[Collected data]
= = =

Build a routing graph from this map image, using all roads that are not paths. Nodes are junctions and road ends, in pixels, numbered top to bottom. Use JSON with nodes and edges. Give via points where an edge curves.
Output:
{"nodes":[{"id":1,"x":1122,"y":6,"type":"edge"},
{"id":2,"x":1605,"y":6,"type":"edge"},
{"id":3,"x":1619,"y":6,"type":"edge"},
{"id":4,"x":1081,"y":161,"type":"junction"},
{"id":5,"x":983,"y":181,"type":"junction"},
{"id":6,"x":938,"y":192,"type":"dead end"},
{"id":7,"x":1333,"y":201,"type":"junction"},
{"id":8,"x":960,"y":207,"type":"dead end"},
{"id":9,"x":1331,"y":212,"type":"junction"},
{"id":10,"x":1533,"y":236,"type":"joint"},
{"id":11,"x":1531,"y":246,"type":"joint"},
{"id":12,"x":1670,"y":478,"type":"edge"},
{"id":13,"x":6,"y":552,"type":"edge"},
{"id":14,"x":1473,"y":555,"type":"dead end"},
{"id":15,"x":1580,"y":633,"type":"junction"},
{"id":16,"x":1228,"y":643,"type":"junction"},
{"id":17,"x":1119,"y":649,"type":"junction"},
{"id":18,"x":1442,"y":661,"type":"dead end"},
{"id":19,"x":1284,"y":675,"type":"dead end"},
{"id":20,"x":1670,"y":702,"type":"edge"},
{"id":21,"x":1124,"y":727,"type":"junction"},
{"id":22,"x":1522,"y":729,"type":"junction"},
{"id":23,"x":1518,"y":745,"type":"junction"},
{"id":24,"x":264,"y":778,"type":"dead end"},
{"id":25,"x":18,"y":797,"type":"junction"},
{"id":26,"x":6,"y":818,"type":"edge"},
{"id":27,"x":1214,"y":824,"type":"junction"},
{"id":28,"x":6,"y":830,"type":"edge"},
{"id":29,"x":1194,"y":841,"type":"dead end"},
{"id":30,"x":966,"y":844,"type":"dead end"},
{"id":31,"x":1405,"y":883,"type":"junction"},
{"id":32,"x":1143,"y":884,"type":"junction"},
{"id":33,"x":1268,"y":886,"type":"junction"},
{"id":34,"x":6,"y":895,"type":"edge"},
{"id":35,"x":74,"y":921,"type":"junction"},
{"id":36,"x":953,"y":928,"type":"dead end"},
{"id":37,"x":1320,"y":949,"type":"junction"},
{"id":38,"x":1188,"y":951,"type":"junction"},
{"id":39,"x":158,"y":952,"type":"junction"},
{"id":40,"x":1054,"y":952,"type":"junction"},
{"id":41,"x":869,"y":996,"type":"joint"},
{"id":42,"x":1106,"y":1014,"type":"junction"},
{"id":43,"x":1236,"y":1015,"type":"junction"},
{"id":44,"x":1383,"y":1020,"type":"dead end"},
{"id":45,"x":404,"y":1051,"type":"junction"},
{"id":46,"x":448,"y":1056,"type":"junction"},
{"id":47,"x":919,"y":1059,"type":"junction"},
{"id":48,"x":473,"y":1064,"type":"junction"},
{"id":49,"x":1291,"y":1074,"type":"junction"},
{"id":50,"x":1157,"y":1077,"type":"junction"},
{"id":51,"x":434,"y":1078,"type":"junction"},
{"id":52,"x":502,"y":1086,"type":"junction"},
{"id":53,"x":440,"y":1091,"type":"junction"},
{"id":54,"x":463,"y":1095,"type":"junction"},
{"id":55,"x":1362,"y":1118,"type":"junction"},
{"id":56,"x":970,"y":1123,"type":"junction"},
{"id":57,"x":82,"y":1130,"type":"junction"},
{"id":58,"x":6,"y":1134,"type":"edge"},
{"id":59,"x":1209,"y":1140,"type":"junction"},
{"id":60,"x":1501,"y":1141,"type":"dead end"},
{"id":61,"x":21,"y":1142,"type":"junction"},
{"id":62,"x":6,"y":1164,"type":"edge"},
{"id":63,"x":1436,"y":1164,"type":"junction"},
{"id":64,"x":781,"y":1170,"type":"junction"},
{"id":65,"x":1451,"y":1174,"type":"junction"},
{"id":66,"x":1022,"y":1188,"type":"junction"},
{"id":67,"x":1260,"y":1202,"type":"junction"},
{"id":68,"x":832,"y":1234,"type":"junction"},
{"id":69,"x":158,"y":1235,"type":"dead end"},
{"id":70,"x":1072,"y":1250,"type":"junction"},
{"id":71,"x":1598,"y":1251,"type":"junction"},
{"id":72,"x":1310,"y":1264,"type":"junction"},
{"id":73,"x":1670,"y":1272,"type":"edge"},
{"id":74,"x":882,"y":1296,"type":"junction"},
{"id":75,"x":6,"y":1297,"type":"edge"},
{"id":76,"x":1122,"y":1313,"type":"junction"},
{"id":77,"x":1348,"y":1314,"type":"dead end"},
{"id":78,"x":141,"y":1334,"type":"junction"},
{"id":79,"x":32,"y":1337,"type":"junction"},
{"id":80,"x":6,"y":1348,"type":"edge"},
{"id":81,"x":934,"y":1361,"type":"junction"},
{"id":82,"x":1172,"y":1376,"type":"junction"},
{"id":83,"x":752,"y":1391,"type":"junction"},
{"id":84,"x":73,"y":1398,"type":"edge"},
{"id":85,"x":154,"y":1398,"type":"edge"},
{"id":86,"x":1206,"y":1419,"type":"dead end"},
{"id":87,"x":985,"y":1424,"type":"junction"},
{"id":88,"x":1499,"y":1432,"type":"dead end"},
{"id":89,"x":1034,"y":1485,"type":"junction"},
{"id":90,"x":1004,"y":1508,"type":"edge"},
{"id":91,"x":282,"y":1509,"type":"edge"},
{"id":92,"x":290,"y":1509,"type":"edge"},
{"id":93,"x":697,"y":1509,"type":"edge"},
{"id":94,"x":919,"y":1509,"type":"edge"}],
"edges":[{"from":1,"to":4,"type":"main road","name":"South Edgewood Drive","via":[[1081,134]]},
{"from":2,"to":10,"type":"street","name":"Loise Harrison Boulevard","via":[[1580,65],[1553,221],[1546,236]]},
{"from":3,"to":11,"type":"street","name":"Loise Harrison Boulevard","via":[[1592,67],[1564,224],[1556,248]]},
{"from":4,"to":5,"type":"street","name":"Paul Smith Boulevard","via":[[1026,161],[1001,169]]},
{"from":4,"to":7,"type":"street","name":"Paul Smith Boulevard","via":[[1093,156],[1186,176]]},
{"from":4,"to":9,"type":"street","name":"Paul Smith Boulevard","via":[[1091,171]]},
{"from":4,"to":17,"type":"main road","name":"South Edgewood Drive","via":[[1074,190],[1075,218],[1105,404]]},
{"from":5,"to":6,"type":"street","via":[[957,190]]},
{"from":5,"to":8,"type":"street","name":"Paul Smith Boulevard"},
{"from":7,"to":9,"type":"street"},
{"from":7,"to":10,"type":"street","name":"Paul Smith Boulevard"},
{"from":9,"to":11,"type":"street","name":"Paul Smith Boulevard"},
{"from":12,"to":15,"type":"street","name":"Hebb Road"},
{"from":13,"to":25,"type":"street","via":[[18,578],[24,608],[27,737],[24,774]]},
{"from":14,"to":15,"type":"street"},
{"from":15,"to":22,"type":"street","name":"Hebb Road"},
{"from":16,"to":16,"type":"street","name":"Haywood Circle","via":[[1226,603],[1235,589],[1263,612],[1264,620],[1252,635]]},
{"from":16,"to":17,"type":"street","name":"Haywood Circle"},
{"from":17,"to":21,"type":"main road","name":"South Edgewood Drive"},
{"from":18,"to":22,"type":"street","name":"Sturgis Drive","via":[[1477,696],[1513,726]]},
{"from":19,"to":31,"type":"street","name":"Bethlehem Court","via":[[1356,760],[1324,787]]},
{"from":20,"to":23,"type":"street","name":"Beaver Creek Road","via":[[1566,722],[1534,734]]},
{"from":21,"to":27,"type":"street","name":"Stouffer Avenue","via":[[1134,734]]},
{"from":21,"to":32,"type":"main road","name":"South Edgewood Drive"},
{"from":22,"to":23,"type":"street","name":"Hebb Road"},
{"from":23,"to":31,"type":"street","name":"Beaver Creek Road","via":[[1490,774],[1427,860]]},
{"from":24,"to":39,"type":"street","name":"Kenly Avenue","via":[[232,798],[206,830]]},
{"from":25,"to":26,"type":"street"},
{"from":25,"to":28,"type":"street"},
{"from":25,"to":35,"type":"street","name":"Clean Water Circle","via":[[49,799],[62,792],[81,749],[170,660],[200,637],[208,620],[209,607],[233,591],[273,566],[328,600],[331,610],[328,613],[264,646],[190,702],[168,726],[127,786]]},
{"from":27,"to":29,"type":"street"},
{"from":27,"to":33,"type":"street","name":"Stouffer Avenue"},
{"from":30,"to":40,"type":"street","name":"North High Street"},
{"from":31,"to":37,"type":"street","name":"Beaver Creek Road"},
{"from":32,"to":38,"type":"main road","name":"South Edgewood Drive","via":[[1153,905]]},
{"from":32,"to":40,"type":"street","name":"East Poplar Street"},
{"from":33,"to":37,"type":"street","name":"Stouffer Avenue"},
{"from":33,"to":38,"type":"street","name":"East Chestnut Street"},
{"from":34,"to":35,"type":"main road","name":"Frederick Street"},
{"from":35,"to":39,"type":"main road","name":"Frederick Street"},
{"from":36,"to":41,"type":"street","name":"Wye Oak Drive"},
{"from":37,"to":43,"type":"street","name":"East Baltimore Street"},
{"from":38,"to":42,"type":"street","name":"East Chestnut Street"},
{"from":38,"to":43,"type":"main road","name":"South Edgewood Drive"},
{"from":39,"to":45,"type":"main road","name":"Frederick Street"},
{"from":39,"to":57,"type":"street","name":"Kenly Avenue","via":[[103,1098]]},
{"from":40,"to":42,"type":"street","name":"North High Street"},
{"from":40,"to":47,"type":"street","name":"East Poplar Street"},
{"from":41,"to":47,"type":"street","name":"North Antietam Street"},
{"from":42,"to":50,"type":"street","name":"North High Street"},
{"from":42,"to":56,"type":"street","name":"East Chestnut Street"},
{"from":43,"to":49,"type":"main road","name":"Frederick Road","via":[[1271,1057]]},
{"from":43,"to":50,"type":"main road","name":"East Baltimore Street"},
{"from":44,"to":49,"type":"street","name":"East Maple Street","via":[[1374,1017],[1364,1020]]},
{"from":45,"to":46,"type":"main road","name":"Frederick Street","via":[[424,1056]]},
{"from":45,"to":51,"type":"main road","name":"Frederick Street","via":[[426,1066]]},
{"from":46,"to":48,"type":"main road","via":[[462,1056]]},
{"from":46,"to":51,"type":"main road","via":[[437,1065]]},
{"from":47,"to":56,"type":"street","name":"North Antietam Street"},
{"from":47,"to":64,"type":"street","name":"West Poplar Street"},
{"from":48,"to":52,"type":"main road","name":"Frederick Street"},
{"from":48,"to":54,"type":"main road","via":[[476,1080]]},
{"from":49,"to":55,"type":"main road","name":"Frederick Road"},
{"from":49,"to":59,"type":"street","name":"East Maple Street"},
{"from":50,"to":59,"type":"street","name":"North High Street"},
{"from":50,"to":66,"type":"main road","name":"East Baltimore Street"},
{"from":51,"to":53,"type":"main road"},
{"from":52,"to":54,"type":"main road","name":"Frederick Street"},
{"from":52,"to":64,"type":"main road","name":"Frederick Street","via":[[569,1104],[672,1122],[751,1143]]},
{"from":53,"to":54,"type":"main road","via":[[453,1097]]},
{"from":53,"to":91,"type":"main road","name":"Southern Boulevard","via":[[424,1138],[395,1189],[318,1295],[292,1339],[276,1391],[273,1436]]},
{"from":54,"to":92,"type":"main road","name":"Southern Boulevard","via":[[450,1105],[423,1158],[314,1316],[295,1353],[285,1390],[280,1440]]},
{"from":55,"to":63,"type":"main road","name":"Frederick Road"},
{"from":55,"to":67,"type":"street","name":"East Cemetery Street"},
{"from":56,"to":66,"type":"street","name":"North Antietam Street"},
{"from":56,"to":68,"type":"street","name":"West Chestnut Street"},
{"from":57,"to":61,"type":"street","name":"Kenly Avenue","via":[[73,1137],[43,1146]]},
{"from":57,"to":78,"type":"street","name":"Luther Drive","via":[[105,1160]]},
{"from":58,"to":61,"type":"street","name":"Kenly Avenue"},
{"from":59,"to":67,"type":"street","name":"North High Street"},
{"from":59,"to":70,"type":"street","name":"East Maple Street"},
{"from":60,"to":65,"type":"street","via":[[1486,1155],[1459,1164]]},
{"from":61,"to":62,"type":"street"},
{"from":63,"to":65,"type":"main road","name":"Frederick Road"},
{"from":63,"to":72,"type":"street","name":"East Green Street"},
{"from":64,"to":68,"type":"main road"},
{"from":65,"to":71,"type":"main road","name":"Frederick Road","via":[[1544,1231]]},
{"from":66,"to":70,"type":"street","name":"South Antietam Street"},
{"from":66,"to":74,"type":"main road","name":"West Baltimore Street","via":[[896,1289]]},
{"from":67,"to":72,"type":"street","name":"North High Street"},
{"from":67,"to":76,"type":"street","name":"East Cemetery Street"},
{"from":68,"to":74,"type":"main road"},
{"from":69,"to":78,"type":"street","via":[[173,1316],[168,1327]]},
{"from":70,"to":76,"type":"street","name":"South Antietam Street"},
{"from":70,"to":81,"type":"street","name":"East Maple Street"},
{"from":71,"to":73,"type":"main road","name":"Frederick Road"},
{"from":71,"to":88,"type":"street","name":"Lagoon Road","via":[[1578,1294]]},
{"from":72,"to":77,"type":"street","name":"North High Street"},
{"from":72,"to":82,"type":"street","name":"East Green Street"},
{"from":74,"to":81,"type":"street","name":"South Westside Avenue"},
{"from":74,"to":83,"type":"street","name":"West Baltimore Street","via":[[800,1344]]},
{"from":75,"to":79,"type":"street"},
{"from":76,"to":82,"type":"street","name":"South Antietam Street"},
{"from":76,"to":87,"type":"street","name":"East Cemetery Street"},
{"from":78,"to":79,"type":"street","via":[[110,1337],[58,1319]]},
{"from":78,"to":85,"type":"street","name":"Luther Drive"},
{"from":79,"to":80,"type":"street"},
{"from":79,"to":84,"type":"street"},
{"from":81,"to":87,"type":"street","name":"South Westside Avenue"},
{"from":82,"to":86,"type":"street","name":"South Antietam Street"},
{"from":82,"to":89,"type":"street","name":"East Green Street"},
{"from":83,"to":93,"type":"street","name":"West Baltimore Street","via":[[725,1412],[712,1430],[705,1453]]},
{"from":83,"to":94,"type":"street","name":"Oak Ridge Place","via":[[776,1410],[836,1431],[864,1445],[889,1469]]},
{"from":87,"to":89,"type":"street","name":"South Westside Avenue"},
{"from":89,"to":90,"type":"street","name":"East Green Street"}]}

= = =

### Your goal
Filter the entries above and copy only the lines that hold "Beaver".

### Output for this task
{"from":20,"to":23,"type":"street","name":"Beaver Creek Road","via":[[1566,722],[1534,734]]},
{"from":23,"to":31,"type":"street","name":"Beaver Creek Road","via":[[1490,774],[1427,860]]},
{"from":31,"to":37,"type":"street","name":"Beaver Creek Road"},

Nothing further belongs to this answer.